## YOUR INSTRUCTIONS
Copy every line that contains the string "then" from the entries below.

## PROVIDED INFORMATION

##########

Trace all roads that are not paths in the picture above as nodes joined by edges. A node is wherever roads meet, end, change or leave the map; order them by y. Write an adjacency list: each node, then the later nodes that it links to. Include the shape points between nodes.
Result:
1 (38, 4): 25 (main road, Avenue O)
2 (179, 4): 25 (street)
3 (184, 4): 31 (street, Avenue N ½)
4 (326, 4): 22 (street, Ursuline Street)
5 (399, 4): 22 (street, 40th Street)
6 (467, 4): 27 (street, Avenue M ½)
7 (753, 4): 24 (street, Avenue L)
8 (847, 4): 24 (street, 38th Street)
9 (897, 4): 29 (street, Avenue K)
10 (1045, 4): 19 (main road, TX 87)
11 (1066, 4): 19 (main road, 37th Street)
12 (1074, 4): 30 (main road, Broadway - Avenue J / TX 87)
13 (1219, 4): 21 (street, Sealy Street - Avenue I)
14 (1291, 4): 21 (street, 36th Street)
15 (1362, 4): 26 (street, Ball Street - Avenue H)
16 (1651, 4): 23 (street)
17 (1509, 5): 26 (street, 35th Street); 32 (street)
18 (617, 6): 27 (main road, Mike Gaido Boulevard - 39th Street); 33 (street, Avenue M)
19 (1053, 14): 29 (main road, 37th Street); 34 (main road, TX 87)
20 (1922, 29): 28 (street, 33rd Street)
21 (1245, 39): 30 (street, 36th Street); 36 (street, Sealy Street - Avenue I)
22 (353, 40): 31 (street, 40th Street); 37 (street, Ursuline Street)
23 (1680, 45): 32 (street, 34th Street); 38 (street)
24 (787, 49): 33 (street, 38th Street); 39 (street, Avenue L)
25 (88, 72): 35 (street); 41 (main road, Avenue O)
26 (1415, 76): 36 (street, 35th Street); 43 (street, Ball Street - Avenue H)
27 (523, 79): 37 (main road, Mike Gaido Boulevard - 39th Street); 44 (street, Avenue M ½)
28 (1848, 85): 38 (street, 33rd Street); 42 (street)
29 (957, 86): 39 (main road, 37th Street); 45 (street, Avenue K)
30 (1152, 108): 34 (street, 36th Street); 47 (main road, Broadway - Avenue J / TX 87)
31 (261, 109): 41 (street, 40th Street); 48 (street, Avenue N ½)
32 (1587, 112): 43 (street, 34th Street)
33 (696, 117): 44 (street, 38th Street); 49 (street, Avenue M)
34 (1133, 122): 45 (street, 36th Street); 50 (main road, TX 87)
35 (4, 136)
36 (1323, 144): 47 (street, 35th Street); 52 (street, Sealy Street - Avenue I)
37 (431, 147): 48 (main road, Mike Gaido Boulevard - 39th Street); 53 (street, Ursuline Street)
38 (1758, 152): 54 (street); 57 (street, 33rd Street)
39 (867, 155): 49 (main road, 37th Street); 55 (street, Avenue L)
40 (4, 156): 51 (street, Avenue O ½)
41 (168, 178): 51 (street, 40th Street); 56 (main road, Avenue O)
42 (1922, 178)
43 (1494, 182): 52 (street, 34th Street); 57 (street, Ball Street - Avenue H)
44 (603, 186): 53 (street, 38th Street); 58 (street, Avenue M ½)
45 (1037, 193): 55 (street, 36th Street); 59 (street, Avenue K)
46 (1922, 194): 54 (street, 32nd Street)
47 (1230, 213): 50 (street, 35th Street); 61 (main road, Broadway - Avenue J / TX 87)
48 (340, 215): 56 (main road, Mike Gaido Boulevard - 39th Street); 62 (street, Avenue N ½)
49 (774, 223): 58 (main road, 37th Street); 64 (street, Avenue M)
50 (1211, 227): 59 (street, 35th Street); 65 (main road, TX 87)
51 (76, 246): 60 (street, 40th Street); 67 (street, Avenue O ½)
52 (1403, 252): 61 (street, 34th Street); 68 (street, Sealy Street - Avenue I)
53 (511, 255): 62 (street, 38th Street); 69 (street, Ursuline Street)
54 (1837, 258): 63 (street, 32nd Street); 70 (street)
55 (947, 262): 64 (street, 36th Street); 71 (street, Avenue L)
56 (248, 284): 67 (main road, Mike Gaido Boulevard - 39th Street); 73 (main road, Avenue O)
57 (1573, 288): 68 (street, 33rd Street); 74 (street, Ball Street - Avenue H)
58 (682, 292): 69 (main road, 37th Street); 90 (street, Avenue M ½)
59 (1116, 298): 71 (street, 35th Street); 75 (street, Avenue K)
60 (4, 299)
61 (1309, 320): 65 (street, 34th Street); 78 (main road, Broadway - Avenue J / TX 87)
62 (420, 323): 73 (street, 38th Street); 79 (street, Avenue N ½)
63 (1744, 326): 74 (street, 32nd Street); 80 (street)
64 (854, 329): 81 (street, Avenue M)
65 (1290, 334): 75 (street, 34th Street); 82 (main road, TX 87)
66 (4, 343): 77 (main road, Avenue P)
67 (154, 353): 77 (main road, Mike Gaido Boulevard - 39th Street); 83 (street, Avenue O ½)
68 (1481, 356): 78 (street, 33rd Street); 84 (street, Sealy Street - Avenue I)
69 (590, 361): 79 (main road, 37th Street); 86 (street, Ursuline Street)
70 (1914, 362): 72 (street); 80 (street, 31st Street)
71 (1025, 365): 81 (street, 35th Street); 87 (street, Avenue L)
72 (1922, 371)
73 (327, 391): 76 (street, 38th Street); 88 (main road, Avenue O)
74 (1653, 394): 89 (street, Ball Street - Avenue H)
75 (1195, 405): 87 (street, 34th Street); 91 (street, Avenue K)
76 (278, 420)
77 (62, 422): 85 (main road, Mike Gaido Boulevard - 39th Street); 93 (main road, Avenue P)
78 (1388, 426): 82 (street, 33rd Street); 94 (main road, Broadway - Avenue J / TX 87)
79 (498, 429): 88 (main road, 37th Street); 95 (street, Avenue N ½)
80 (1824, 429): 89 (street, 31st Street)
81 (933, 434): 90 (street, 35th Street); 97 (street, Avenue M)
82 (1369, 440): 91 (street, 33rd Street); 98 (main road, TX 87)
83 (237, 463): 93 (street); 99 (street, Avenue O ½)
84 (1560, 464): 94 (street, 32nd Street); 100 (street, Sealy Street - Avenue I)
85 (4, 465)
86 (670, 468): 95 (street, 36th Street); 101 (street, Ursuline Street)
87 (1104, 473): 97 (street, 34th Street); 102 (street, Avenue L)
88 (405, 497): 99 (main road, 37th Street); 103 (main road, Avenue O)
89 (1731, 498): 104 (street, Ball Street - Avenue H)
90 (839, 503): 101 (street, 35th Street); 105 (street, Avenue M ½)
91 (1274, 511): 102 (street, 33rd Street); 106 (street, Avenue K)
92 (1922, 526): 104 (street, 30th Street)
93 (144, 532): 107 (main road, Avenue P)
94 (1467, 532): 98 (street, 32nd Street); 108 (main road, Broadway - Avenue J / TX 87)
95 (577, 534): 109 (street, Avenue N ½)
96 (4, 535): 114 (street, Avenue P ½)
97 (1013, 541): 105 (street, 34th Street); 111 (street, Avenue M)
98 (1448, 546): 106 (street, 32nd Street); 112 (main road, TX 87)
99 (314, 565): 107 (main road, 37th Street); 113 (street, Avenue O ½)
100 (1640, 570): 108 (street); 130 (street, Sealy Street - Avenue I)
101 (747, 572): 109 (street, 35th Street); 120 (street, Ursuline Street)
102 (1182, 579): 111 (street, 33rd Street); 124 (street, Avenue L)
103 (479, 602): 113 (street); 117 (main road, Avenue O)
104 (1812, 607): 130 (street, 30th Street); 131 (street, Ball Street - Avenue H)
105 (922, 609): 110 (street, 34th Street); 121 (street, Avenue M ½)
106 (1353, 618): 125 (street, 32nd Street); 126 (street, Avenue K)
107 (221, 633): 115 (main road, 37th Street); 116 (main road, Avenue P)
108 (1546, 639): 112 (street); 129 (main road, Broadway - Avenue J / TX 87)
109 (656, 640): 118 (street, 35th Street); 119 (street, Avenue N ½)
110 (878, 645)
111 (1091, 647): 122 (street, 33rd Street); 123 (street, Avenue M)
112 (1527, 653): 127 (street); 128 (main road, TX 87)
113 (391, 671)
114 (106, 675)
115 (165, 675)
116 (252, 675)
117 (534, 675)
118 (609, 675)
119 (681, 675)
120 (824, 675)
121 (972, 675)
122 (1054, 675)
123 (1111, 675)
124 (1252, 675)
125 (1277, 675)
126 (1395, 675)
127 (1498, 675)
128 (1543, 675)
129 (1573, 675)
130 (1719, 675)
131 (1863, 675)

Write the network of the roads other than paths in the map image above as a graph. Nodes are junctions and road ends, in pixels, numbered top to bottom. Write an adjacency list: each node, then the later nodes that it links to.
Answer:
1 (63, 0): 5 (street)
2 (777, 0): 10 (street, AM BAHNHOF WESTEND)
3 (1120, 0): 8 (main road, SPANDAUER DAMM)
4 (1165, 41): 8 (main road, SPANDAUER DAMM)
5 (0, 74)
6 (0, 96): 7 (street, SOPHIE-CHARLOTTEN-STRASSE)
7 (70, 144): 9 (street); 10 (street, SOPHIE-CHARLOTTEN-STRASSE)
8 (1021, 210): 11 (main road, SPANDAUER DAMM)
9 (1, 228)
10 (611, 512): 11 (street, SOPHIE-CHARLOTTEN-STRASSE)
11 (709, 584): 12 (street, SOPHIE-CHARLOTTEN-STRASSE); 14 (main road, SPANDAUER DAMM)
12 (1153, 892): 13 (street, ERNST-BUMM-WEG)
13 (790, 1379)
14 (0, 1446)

##########

## EXERCISE ANSWER
Trace all roads that are not paths in the picture above as nodes joined by edges. A node is wherever roads meet, end, change or leave the map; order them by y. Write an adjacency list: each node, then the later nodes that it links to. Include the shape points between nodes.
Write the network of the roads other than paths in the map image above as a graph. Nodes are junctions and road ends, in pixels, numbered top to bottom. Write an adjacency list: each node, then the later nodes that it links to.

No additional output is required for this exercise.